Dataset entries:
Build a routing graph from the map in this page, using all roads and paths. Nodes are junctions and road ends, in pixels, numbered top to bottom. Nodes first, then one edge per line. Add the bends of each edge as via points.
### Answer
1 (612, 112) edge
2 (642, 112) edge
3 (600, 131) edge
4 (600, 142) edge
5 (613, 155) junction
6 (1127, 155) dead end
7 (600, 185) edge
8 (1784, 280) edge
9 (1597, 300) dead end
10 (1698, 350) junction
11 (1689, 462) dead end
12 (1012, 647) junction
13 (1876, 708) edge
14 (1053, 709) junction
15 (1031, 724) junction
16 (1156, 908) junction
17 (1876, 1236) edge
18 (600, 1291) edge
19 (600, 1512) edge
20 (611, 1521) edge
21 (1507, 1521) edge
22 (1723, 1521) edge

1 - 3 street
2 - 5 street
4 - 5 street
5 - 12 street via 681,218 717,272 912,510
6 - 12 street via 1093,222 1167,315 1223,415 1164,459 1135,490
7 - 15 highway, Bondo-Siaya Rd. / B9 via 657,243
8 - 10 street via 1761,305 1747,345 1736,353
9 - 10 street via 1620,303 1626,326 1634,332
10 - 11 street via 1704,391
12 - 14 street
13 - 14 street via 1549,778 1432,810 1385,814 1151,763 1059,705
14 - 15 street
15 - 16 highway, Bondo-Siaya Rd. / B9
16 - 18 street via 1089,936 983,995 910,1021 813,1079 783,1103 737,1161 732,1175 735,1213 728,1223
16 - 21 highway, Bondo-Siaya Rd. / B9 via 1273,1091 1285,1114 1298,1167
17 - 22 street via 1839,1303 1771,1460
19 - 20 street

* * *

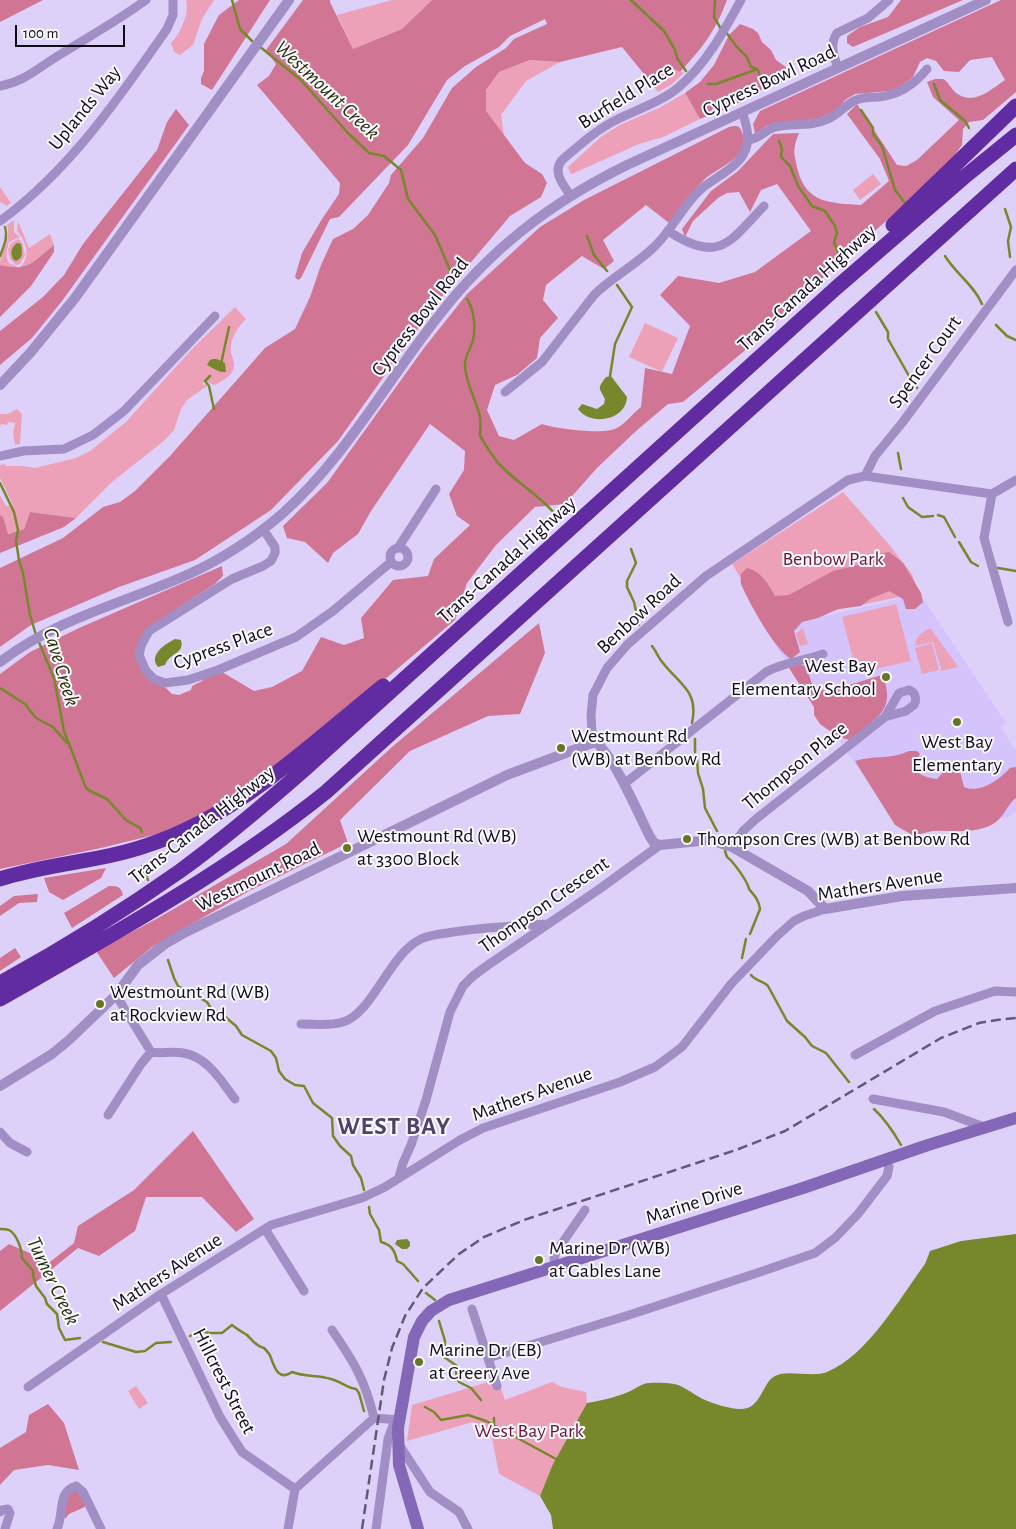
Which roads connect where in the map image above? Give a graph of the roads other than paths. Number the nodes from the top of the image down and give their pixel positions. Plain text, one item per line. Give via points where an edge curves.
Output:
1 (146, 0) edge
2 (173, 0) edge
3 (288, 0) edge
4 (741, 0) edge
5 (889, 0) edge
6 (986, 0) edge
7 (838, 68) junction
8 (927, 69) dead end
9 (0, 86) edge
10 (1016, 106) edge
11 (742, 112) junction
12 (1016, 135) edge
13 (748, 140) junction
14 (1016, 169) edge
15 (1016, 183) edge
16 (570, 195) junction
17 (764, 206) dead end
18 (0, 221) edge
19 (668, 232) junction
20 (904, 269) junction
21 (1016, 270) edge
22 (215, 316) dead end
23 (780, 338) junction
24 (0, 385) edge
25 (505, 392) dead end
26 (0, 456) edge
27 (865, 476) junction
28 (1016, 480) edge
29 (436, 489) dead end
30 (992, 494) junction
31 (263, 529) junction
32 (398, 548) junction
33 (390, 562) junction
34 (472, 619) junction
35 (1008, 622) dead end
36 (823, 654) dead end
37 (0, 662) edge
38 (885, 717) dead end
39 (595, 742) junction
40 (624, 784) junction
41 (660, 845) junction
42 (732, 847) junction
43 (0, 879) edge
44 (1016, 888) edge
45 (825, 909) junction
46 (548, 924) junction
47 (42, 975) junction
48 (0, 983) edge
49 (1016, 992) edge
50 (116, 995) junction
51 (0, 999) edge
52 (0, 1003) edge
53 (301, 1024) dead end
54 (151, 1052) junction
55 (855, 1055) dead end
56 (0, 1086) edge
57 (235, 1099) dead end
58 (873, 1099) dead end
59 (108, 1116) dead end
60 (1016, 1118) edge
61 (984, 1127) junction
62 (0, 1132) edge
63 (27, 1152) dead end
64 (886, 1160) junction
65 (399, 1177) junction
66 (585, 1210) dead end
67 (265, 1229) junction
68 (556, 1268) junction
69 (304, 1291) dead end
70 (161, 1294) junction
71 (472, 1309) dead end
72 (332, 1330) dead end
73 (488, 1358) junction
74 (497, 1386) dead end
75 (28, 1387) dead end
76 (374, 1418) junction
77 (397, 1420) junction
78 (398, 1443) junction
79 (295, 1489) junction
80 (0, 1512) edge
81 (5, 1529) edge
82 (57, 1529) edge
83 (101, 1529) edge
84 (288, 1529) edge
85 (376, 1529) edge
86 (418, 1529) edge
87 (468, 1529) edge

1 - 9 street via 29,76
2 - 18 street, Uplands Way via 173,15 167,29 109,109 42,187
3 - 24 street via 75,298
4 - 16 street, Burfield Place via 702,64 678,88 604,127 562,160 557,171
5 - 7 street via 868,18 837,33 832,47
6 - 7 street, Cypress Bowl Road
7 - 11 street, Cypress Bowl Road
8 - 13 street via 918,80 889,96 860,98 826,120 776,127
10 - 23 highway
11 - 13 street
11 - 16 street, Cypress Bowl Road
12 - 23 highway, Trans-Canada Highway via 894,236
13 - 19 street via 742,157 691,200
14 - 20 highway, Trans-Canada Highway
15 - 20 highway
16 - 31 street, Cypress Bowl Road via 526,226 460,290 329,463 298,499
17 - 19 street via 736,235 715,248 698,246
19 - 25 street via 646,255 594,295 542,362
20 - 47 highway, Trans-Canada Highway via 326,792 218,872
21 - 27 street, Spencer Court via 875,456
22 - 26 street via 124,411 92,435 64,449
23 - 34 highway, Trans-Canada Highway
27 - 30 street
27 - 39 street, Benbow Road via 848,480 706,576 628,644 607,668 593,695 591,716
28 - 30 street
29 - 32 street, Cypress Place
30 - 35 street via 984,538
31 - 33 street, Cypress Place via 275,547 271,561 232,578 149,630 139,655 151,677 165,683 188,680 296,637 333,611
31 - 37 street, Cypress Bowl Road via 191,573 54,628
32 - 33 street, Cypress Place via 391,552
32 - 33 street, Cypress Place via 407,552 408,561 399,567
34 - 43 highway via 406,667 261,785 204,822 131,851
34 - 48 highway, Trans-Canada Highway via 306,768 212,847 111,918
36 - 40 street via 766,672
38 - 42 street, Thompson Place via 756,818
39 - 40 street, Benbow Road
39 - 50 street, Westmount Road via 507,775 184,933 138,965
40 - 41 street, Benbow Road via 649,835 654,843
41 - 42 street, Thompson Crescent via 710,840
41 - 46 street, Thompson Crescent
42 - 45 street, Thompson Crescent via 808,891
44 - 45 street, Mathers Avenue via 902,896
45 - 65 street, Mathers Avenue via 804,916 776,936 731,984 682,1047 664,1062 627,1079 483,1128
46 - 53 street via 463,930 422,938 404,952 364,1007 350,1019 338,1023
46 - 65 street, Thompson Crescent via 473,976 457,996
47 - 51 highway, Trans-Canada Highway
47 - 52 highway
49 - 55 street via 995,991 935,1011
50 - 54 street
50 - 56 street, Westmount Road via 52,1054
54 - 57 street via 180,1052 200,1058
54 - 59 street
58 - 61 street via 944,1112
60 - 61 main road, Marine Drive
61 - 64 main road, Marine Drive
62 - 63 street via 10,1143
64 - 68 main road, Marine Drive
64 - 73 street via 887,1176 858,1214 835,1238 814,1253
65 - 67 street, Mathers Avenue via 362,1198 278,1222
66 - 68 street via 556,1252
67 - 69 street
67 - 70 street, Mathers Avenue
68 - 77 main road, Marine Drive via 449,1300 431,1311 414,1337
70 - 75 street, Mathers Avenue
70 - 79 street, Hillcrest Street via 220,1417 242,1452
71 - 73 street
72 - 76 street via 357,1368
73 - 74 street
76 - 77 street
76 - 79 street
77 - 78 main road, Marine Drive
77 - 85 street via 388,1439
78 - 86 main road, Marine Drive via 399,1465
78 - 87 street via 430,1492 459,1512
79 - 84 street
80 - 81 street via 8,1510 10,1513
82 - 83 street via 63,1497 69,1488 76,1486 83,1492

→ **WHAT THE EXERCISE ASKS**
For the string "graph", count the lines of the entries above that include it; answer with the number only.

→ **TASK SOLUTION**
2